**Problem requirements:**
From the data below, copy out every line in which the word "North" occurs.

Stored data

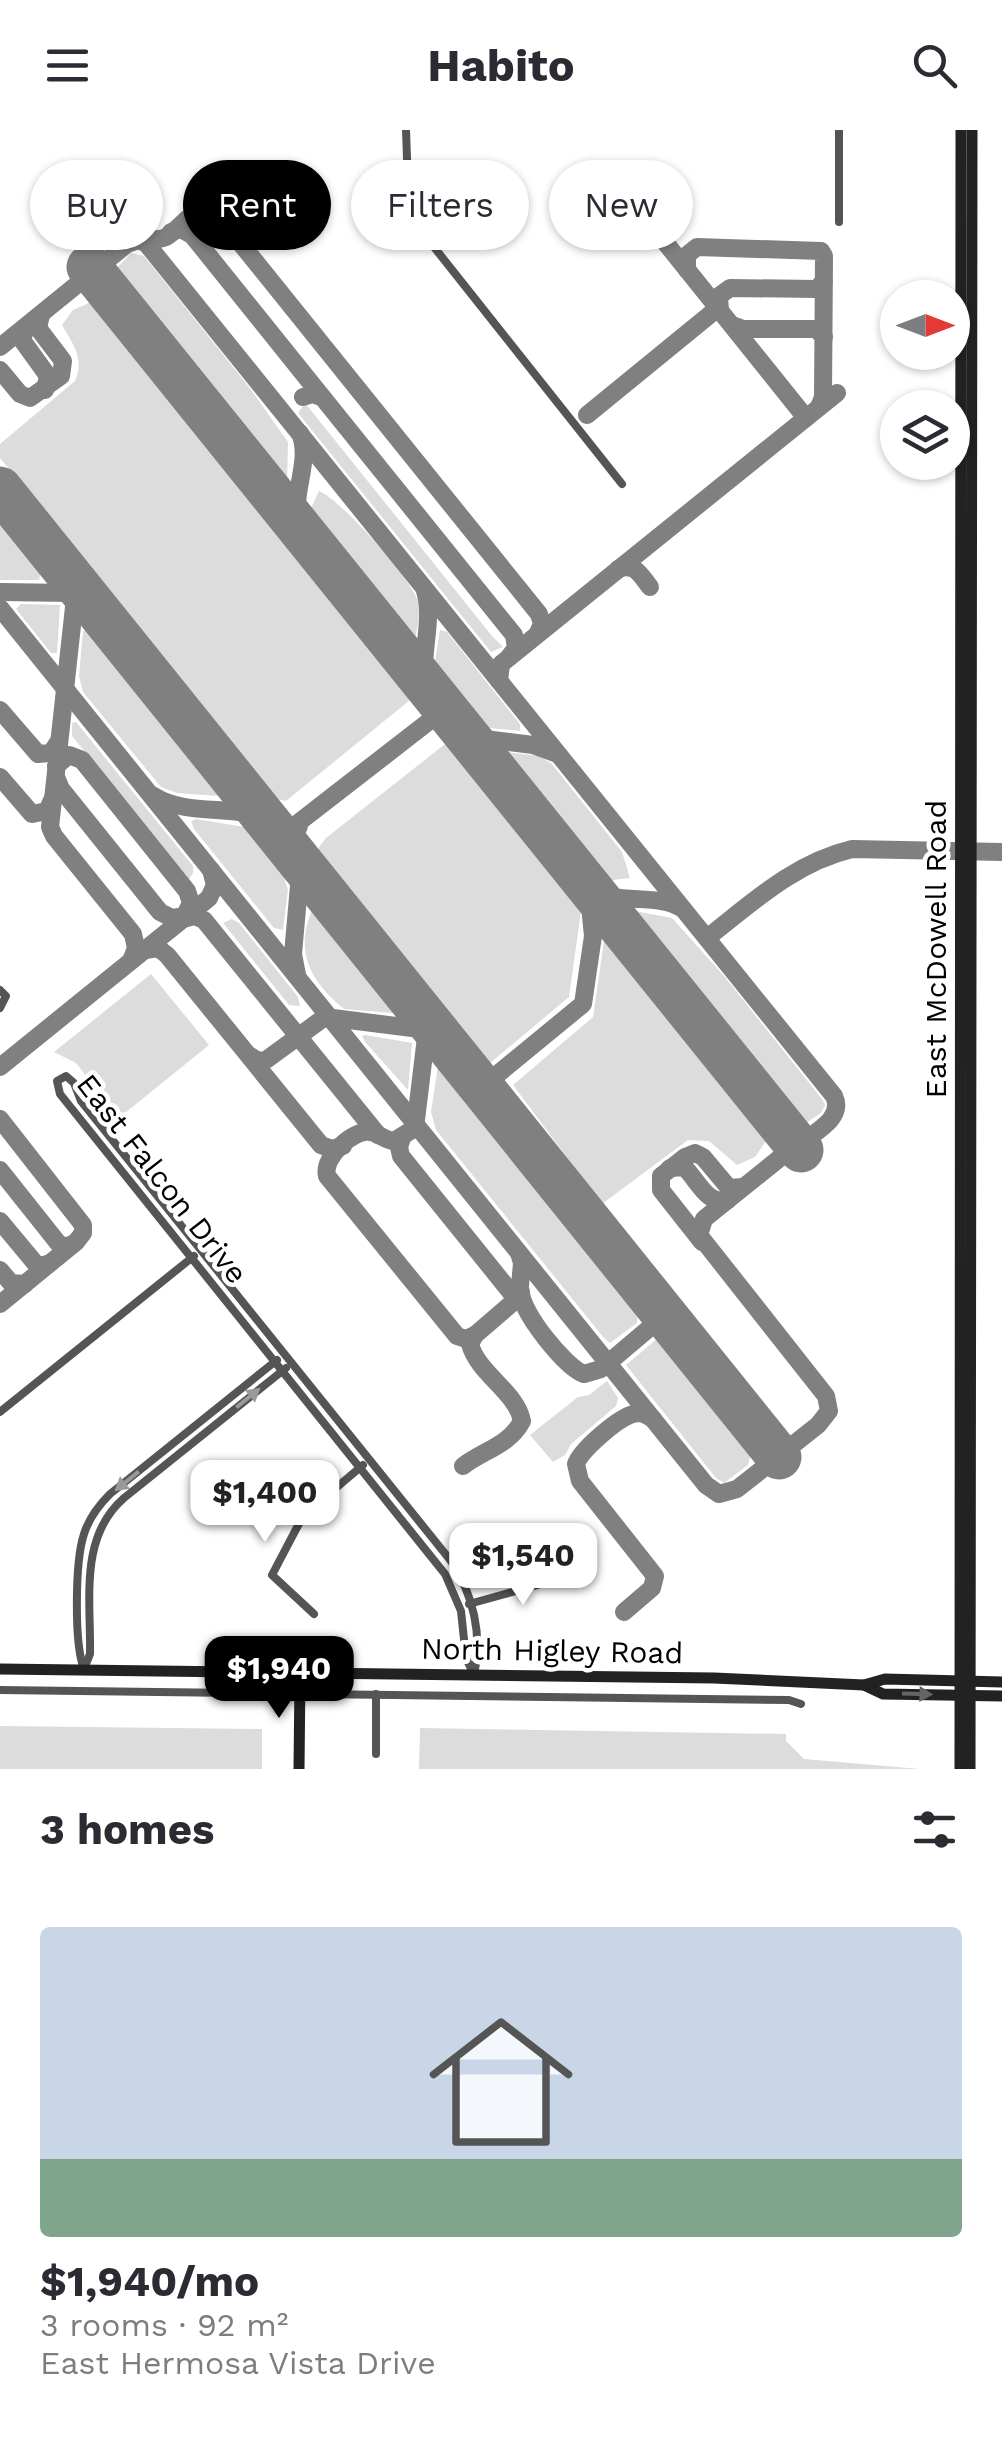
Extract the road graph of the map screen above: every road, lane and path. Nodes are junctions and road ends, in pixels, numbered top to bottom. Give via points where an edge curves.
1 (406, 130) edge
2 (839, 130) edge
3 (961, 130) edge
4 (972, 130) edge
5 (838, 222) dead end
6 (966, 390) edge
7 (966, 390) edge
8 (966, 480) edge
9 (622, 484) dead end
10 (0, 990) edge
11 (0, 1008) edge
12 (202, 1250) junction
13 (192, 1258) junction
14 (284, 1354) junction
15 (276, 1361) junction
16 (292, 1363) junction
17 (283, 1370) junction
18 (0, 1412) edge
19 (189, 1431) junction
20 (196, 1440) junction
21 (372, 1461) junction
22 (361, 1467) junction
23 (577, 1574) dead end
24 (471, 1604) junction
25 (460, 1606) junction
26 (314, 1614) dead end
27 (0, 1669) edge
28 (84, 1670) junction
29 (300, 1674) junction
30 (474, 1674) junction
31 (965, 1682) junction
32 (1002, 1682) edge
33 (864, 1685) junction
34 (0, 1690) edge
35 (300, 1694) junction
36 (376, 1694) junction
37 (965, 1696) junction
38 (1002, 1696) edge
39 (801, 1704) dead end
40 (376, 1754) dead end
41 (299, 1769) edge
42 (960, 1769) edge
43 (970, 1769) edge

1 - 9 street via 408,186 426,238
2 - 5 street
3 - 6 main road, East McDowell Road
4 - 7 main road, East McDowell Road
8 - 31 main road, East McDowell Road
10 - 11 street via 6,999
12 - 13 street
12 - 13 street, East Falcon Drive via 70,1078 59,1077 60,1094
12 - 14 street, East Falcon Drive
13 - 15 street, East Falcon Drive
13 - 18 street
14 - 15 street
14 - 16 street, East Falcon Drive
15 - 17 street, East Falcon Drive
15 - 19 street
16 - 17 street
16 - 21 street, East Falcon Drive
20 -> 17 street
17 - 22 street, East Falcon Drive
19 - 20 street
19 -> 28 street via 110,1494 89,1521 79,1566 78,1654
20 - 28 street via 115,1506 100,1527 91,1558
21 - 22 street
21 - 24 street, East Falcon Drive via 451,1560
22 - 25 street, East Falcon Drive via 446,1574
22 - 26 street via 303,1516 272,1575
23 - 24 street
24 - 25 street
24 - 30 street, East Falcon Drive
25 - 30 street, East Falcon Drive
27 - 28 main road, North Higley Road
28 - 29 main road, North Higley Road
29 - 30 main road, North Higley Road
29 - 35 main road
30 - 33 main road, North Higley Road
31 - 32 main road, North Higley Road
31 - 33 main road, North Higley Road via 885,1679
31 - 37 main road, East McDowell Road
33 -> 37 main road, North Higley Road via 883,1694
34 - 35 street, North Higley Road
35 - 36 street, North Higley Road
35 - 41 main road
36 - 39 street, North Higley Road
36 - 40 street
37 - 38 main road, North Higley Road
37 - 42 main road, East McDowell Road
37 - 43 main road, East McDowell Road

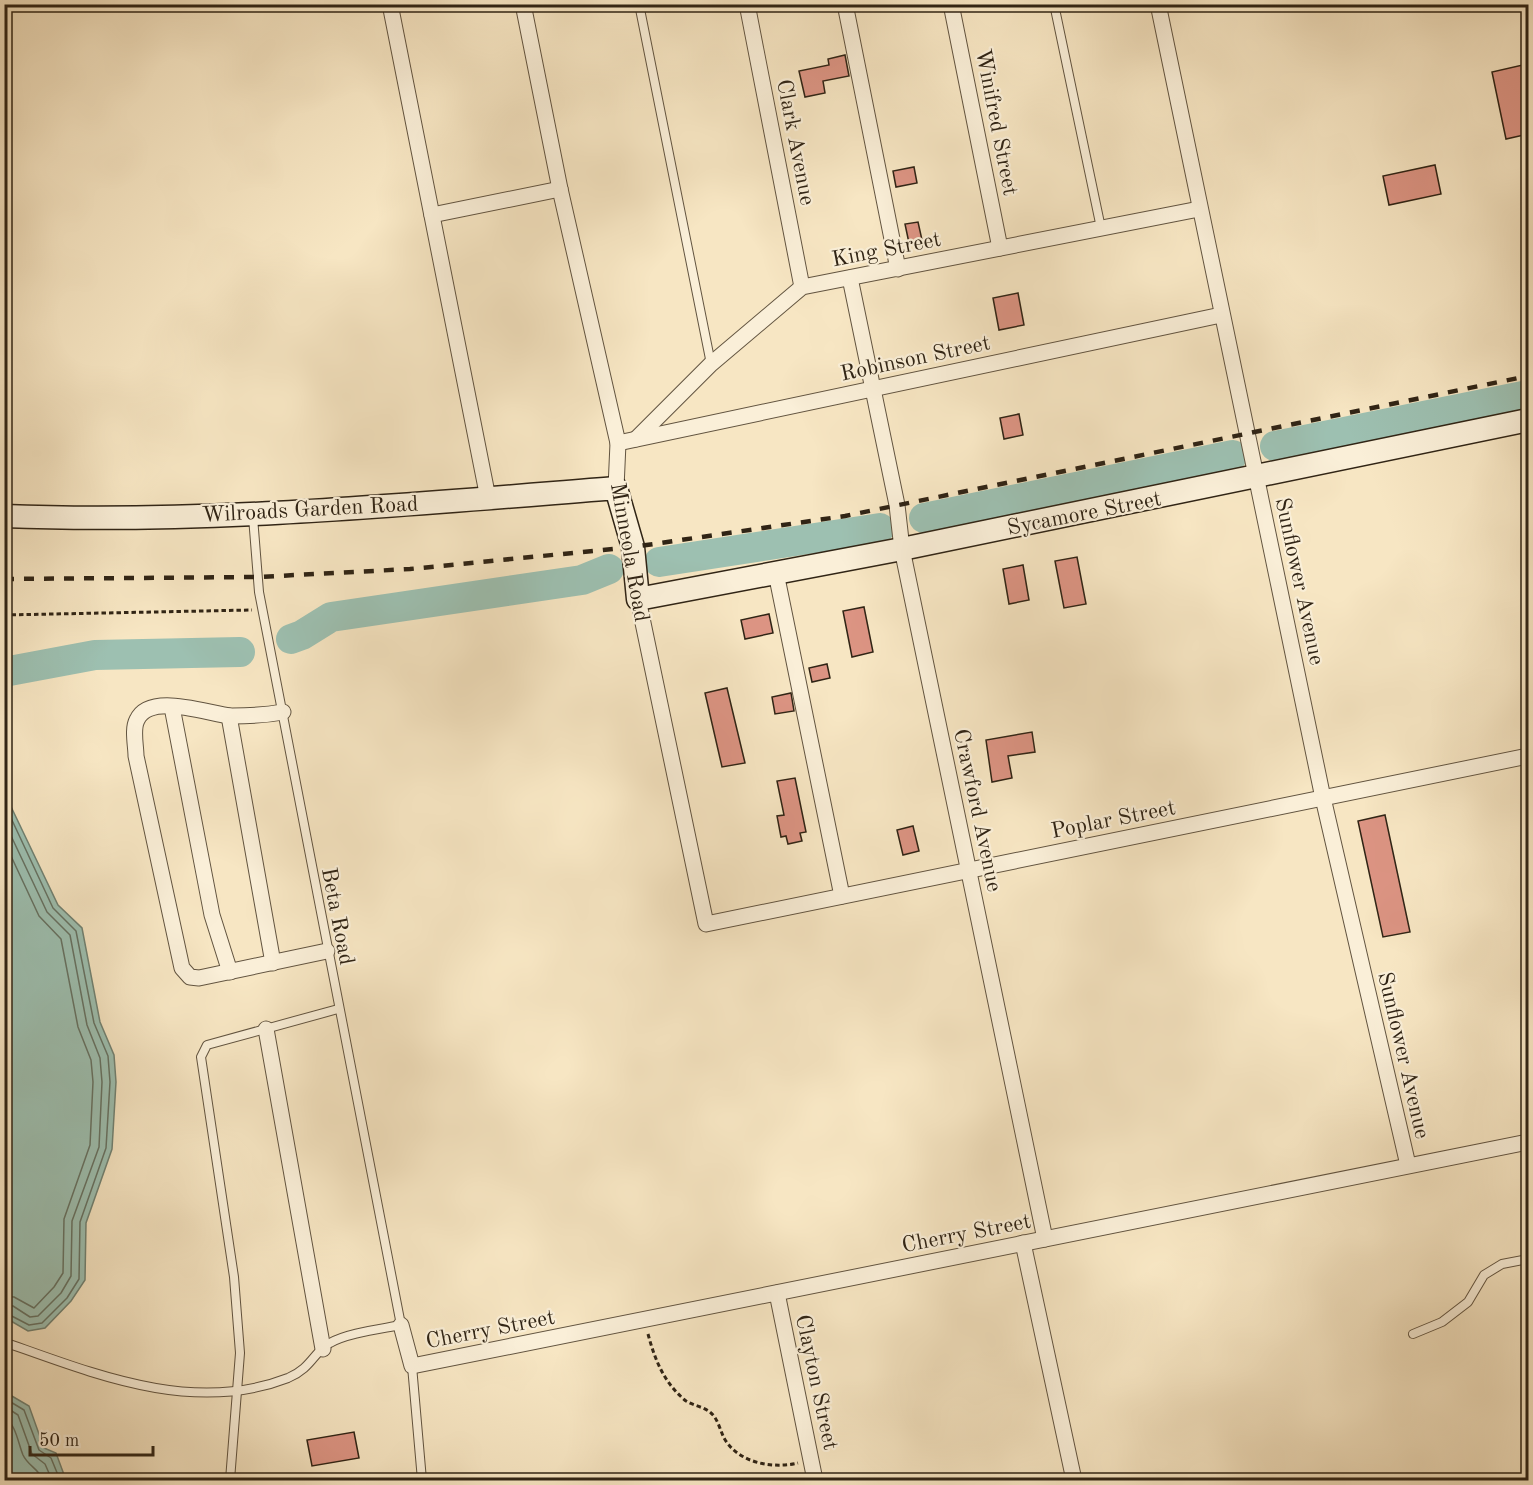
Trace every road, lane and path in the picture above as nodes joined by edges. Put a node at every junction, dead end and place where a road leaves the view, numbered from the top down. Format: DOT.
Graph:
graph roads {
  1 [pos="390,4"];
  2 [pos="523,4"];
  3 [pos="639,4"];
  4 [pos="747,4"];
  5 [pos="845,4"];
  6 [pos="951,4"];
  7 [pos="1054,4"];
  8 [pos="1158,4"];
  9 [pos="560,189"];
  10 [pos="1199,209"];
  11 [pos="432,215"];
  12 [pos="1101,228"];
  13 [pos="1000,248"];
  14 [pos="898,269"];
  15 [pos="850,278"];
  16 [pos="802,287"];
  17 [pos="1221,315"];
  18 [pos="711,364"];
  19 [pos="874,389"];
  20 [pos="1528,420"];
  21 [pos="636,439"];
  22 [pos="618,443"];
  23 [pos="1256,477"];
  24 [pos="616,488"];
  25 [pos="488,498"];
  26 [pos="253,512"];
  27 [pos="4,516"];
  28 [pos="902,549"];
  29 [pos="776,573"];
  30 [pos="638,599"];
  31 [pos="263,610"];
  32 [pos="4,615"];
  33 [pos="172,706"];
  34 [pos="283,712"];
  35 [pos="229,716"];
  36 [pos="1528,756"];
  37 [pos="1323,798"];
  38 [pos="968,870"];
  39 [pos="842,896"];
  40 [pos="706,924"];
  41 [pos="327,951"];
  42 [pos="273,963"];
  43 [pos="230,972"];
  44 [pos="338,1009"];
  45 [pos="266,1029"];
  46 [pos="1528,1144"];
  47 [pos="1408,1165"];
  48 [pos="1045,1239"];
  49 [pos="1023,1244"];
  50 [pos="1528,1258"];
  51 [pos="777,1293"];
  52 [pos="645,1320"];
  53 [pos="401,1325"];
  54 [pos="1413,1334"];
  55 [pos="4,1342"];
  56 [pos="324,1349"];
  57 [pos="412,1366"];
  58 [pos="236,1393"];
  59 [pos="811,1460"];
  60 [pos="230,1480"];
  61 [pos="422,1480"];
  62 [pos="815,1480"];
  63 [pos="1074,1480"];
  1 -- 11 [label="street"];
  2 -- 9 [label="street, Minneola Road"];
  3 -- 18 [label="lane"];
  4 -- 16 [label="street, Clark Avenue"];
  5 -- 14 [label="street"];
  6 -- 13 [label="street, Winifred Street"];
  7 -- 12 [label="lane"];
  8 -- 10 [label="street, Sunflower Avenue"];
  9 -- 11 [label="street"];
  9 -- 22 [label="street, Minneola Road"];
  10 -- 12 [label="street, King Street"];
  10 -- 17 [label="street, Sunflower Avenue"];
  11 -- 25 [label="street"];
  12 -- 13 [label="street, King Street"];
  13 -- 14 [label="street, King Street"];
  14 -- 15 [label="street, King Street"];
  15 -- 16 [label="street, King Street"];
  15 -- 19 [label="street, Crawford Avenue"];
  16 -- 18 [label="street, King Street"];
  17 -- 19 [label="street, Robinson Street"];
  17 -- 23 [label="street, Sunflower Avenue"];
  18 -- 21 [label="street, King Street"];
  19 -- 21 [label="street, Robinson Street"];
  19 -- 28 [label="street, Crawford Avenue"];
  20 -- 23 [label="street, Sycamore Street"];
  21 -- 22 [label="street, Robinson Street"];
  22 -- 24 [label="street, Minneola Road"];
  23 -- 28 [label="street, Sycamore Street"];
  23 -- 37 [label="street, Sunflower Avenue"];
  24 -- 25 [label="street, Wilroads Garden Road"];
  24 -- 30 [label="street, Minneola Road"];
  25 -- 26 [label="street, Wilroads Garden Road"];
  26 -- 27 [label="street, Wilroads Garden Road"];
  26 -- 31 [label="lane, Beta Road"];
  28 -- 29 [label="street, Sycamore Street"];
  28 -- 38 [label="street, Crawford Avenue"];
  29 -- 30 [label="street, Sycamore Street"];
  29 -- 39 [label="street"];
  30 -- 40 [label="street, Minneola Road"];
  31 -- 32 [label="path"];
  31 -- 34 [label="lane, Beta Road"];
  33 -- 35 [label="street"];
  33 -- 43 [label="street"];
  33 -- 43 [label="street"];
  34 -- 35 [label="street"];
  34 -- 41 [label="lane, Beta Road"];
  35 -- 42 [label="street"];
  36 -- 37 [label="street, Poplar Street"];
  37 -- 38 [label="street, Poplar Street"];
  37 -- 47 [label="street, Sunflower Avenue"];
  38 -- 39 [label="street, Poplar Street"];
  38 -- 48 [label="street, Crawford Avenue"];
  39 -- 40 [label="street, Poplar Street"];
  41 -- 42 [label="street"];
  41 -- 44 [label="lane, Beta Road"];
  42 -- 43 [label="street"];
  44 -- 45 [label="lane"];
  44 -- 53 [label="lane, Beta Road"];
  45 -- 56 [label="street"];
  45 -- 58 [label="lane"];
  46 -- 47 [label="street, Cherry Street"];
  47 -- 48 [label="street, Cherry Street"];
  48 -- 49 [label="street, Cherry Street"];
  49 -- 51 [label="street, Cherry Street"];
  49 -- 63 [label="street"];
  50 -- 54 [label="lane"];
  51 -- 52 [label="street, Cherry Street"];
  51 -- 59 [label="street, Clayton Street"];
  52 -- 57 [label="street, Cherry Street"];
  52 -- 59 [label="path"];
  53 -- 56 [label="lane, Cherry Street"];
  53 -- 57 [label="street"];
  55 -- 58 [label="lane, Cherry Street"];
  56 -- 58 [label="lane, Cherry Street"];
  57 -- 61 [label="lane"];
  58 -- 60 [label="lane"];
  59 -- 62 [label="street, Clayton Street"];
}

**Output below:**
27 - 28 main road, North Higley Road
28 - 29 main road, North Higley Road
29 - 30 main road, North Higley Road
30 - 33 main road, North Higley Road
31 - 32 main road, North Higley Road
31 - 33 main road, North Higley Road via 885,1679
33 -> 37 main road, North Higley Road via 883,1694
34 - 35 street, North Higley Road
35 - 36 street, North Higley Road
36 - 39 street, North Higley Road
37 - 38 main road, North Higley Road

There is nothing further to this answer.